§ **Data section**
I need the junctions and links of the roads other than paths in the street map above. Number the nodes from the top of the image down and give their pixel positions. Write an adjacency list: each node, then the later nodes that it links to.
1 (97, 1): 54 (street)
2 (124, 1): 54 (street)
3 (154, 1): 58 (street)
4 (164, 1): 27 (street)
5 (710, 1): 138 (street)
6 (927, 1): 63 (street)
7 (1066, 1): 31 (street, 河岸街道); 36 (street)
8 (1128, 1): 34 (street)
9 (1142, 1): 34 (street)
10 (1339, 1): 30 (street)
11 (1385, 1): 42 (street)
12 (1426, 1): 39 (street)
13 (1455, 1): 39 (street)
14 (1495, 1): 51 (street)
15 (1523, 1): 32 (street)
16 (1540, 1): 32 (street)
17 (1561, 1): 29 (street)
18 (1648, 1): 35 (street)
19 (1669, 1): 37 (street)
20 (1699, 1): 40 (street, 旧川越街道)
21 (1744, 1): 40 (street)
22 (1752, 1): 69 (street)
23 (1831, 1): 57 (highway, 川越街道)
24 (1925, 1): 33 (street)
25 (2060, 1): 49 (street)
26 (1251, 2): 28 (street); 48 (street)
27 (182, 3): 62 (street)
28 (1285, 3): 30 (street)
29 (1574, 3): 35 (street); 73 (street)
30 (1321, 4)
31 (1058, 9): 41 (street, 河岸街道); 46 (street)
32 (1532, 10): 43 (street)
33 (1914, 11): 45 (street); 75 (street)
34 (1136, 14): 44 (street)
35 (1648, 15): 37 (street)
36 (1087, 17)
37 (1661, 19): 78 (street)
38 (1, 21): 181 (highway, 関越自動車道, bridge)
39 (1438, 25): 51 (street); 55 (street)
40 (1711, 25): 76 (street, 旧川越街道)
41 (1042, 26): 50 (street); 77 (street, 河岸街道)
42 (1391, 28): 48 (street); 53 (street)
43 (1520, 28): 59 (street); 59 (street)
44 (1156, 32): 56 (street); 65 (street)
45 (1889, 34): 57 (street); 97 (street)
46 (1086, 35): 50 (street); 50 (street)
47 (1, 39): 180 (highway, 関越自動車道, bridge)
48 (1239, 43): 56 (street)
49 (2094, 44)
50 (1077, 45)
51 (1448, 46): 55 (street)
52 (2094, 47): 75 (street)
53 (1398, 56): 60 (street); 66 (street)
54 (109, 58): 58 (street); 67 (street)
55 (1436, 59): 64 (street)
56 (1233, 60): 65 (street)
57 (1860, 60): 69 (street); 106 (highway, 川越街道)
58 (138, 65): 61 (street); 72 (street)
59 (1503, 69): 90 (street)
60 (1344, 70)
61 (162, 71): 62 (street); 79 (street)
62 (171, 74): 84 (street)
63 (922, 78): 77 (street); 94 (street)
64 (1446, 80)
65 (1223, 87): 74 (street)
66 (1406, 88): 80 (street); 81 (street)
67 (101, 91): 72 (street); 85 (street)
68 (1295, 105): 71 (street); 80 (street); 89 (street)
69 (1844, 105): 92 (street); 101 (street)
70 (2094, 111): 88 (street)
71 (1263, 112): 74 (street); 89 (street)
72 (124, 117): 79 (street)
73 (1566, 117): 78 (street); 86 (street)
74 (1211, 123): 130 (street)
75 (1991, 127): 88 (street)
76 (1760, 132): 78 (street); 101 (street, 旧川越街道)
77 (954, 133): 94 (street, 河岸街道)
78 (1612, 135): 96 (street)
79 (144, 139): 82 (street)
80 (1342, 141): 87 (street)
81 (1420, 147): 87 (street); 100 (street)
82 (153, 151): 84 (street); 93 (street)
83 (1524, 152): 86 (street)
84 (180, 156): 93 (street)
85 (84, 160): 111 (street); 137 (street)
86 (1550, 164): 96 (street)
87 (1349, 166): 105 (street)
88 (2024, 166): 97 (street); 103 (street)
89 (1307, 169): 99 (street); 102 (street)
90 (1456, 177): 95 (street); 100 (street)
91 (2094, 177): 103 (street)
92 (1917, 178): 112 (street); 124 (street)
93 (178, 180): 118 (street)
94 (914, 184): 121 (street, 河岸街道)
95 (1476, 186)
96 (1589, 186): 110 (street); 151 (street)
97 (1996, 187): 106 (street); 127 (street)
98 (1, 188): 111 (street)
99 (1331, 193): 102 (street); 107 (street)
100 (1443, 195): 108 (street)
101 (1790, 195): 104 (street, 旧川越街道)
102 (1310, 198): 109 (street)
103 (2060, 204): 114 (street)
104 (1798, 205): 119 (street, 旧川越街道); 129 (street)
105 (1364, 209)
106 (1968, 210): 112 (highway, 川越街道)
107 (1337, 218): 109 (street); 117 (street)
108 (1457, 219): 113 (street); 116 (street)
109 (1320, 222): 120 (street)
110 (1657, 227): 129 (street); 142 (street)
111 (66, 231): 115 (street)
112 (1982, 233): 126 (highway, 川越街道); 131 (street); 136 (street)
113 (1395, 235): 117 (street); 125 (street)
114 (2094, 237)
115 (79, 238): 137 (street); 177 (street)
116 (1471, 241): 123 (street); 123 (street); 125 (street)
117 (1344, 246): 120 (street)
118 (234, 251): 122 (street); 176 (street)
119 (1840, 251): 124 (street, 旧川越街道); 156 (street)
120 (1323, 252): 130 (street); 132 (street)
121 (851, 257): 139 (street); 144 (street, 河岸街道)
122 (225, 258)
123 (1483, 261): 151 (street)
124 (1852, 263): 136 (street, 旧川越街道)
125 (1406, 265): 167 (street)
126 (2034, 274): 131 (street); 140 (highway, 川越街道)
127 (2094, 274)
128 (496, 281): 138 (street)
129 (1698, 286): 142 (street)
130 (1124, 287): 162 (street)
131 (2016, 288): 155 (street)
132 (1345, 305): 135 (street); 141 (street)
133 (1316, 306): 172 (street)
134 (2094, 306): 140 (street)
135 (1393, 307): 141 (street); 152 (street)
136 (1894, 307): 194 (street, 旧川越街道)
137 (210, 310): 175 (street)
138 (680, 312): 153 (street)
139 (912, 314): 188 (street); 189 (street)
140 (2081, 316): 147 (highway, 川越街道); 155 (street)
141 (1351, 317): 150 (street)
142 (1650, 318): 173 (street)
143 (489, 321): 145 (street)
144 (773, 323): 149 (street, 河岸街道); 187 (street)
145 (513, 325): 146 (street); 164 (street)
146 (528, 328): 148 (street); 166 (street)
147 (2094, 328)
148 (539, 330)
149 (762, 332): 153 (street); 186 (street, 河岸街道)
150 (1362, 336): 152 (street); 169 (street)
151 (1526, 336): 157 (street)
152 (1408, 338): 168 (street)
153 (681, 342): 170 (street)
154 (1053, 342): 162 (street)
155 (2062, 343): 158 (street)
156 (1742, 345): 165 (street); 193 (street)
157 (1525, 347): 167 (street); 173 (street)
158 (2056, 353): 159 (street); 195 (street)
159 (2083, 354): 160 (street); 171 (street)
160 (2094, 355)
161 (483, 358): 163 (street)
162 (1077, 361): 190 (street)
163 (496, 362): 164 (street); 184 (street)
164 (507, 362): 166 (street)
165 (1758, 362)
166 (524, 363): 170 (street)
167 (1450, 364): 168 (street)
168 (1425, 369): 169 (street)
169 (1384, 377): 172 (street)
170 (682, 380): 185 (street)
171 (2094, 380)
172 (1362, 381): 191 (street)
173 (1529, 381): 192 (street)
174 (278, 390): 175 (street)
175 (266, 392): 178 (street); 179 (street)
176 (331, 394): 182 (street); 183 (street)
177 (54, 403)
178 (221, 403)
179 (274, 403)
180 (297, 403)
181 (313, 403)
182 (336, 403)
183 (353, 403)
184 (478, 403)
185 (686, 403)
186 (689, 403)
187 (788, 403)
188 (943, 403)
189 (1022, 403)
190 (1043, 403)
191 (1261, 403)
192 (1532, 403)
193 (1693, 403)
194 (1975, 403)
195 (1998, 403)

§ **Your task**
Read the entries and select each line where the word "関越自動車道" is found.

§ **Result**
38 (1, 21): 181 (highway, 関越自動車道, bridge)
47 (1, 39): 180 (highway, 関越自動車道, bridge)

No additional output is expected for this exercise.